Abhishek Bachchan: Biggest problems start with a miscommunication, which is one of the issues in the film. More than giving a solution, it’s about the realization on my character’s part. No two human beings think alike. It isn't necessary that if you’re part of the family, you’re going to agree to what your elders say and vice versa. It’s important to have a dialogue.
I can only speak from personal experience. Growing up, my parents always encouraged us to chat things out. If a big family decision was to be taken, we were always consulted, even as kids. That’s a very healthy thing to do. In India, we don’t tend to talk things out to our elders any more. Kids should be able to indulge their parents and explain their point in a healthy way and vice versa. This is what his character (Rishi Kapoor) too realizes in the film.
Do you have disagreements or issues like you do in the film, with your father?
Abhishek Bachchan: If there is a difference of opinion, we reason it out. We’ve thankfully never had an issue where we’ve been at disagreement about something. But if I do, he gives me the opportunity to explain my point of view.
What's the one piece of advice from him that has stayed with you?
Abhishek Bachchan: Both my parents brought me and my sister up with a certain sense of values and principles which they were taught by their parents. One thing my mom always tells me is that success and failure come and go, but what's most important is to be a good human being, far more than any success or any failure.
Sholay completes 40 years this month. What memories do you have of your father's films growing up?
Abhishek Bachchan: I went to the premiere of Sholay in my mom's stomach (laughs). Sholay is ageless, contemporary. It's as close as we can get to a perfect masala potboiler. My dad and I were discussing about his film Kaala Patthar last night - which completes 39 years this month and is one of my favorite films of his - and our discussion veered towards Sholay. My entire childhood has been full of hearing memories from Salim uncle, Javed uncle, Ramesh (Sippy) uncle and my parents.

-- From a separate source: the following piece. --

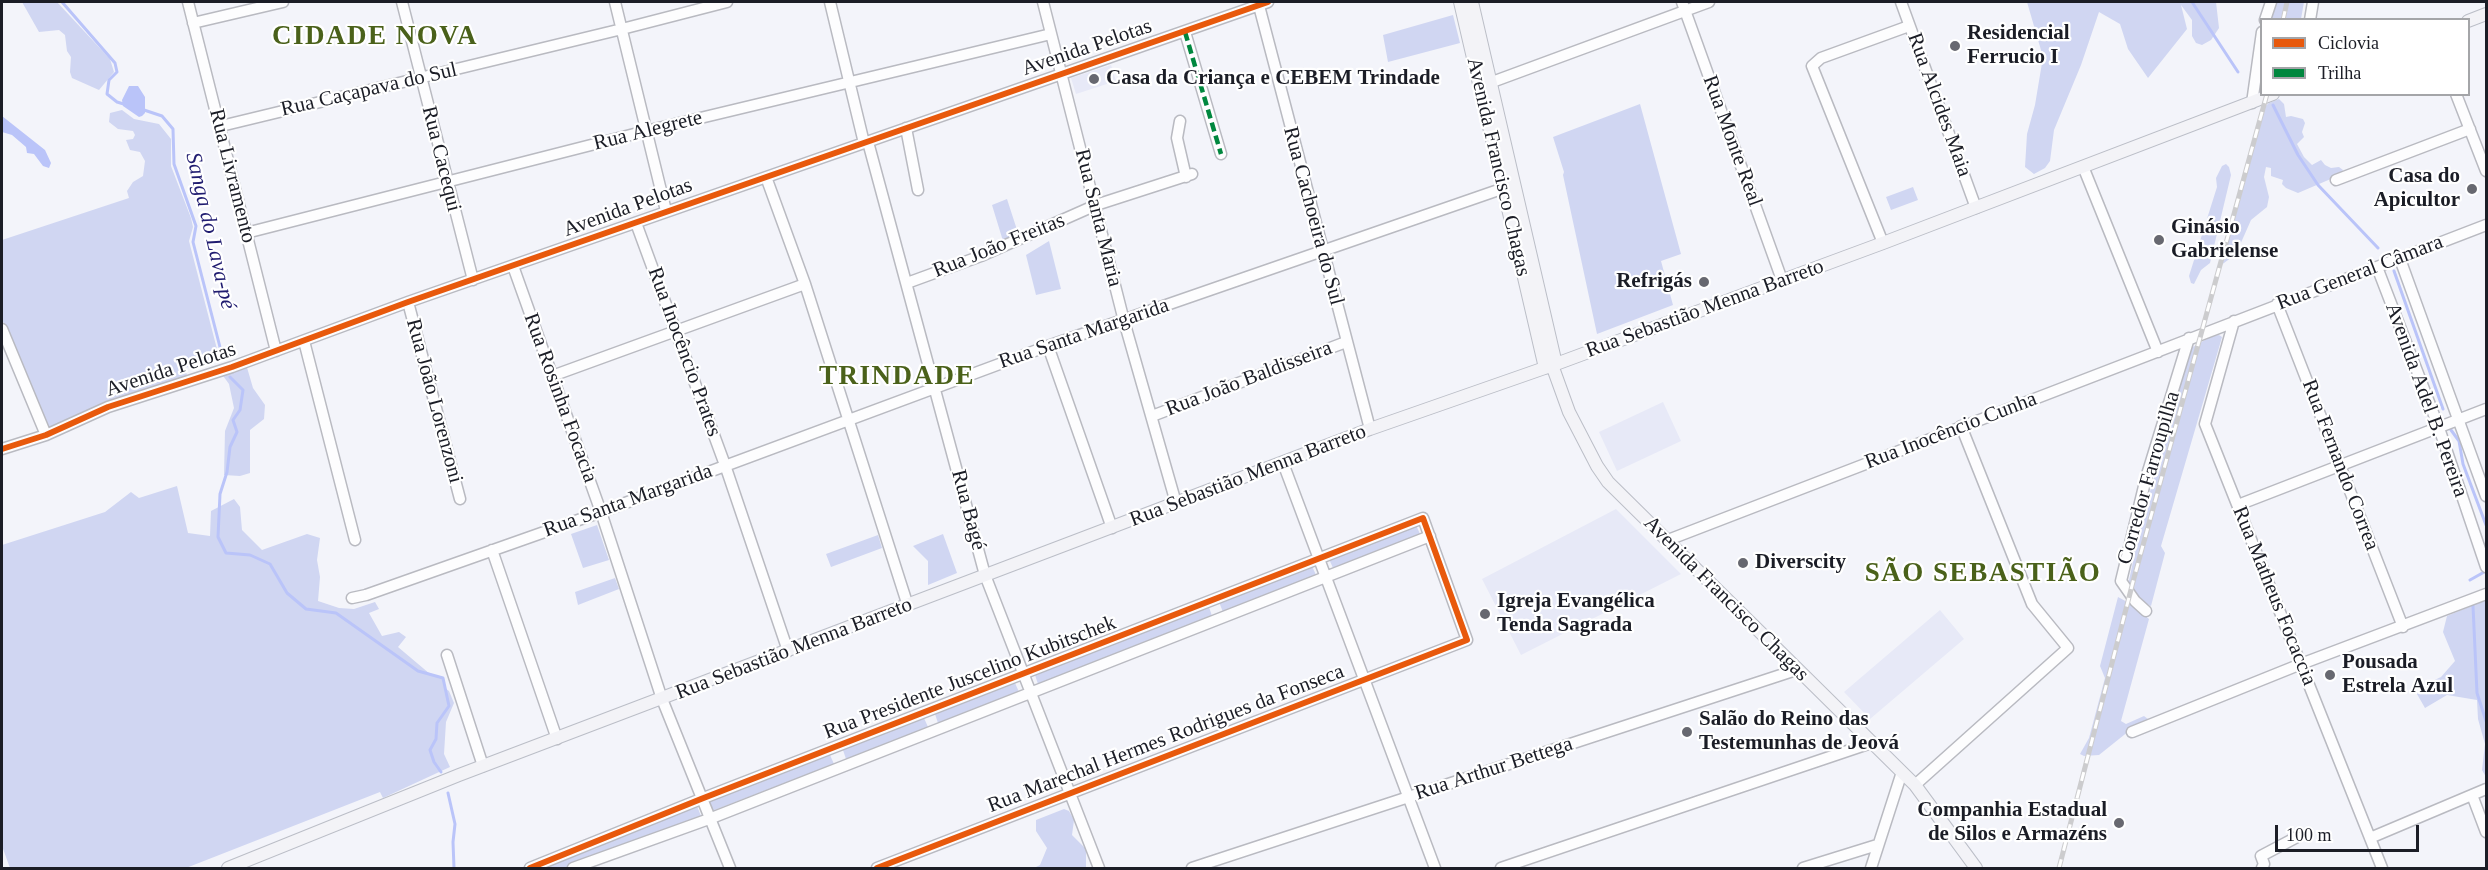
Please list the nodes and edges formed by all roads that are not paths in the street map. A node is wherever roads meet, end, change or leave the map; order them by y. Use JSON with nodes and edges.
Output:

I believe they shot it over 3 years. There are some wonderful anecdotes and nostalgia attached to that film. Rohan (Ramesh Sippy’s son) and I were in school together and we've made films together too.
Sholay is one of the greatest films ever made. 40 years after, the youth can still connect to it. That would be something all of us would aspire to do at some point of time in our lives. He’s done several such films. Even if we could be part of such a film that 40 years from now, a journalist would be asking the same question about, would be something.
One reason we should watch All is Well..
Rishi Kapoor: You may feel you’ve seen a similar film before or heard the story before. But it’s the director’s fresh treatment to the story and the chemistry between the characters that is to watch out for.
The film doesn't sermonize or preach. It drives home the point in a very entertaining way. He (director) did that in Oh My God three years back and he has done it again.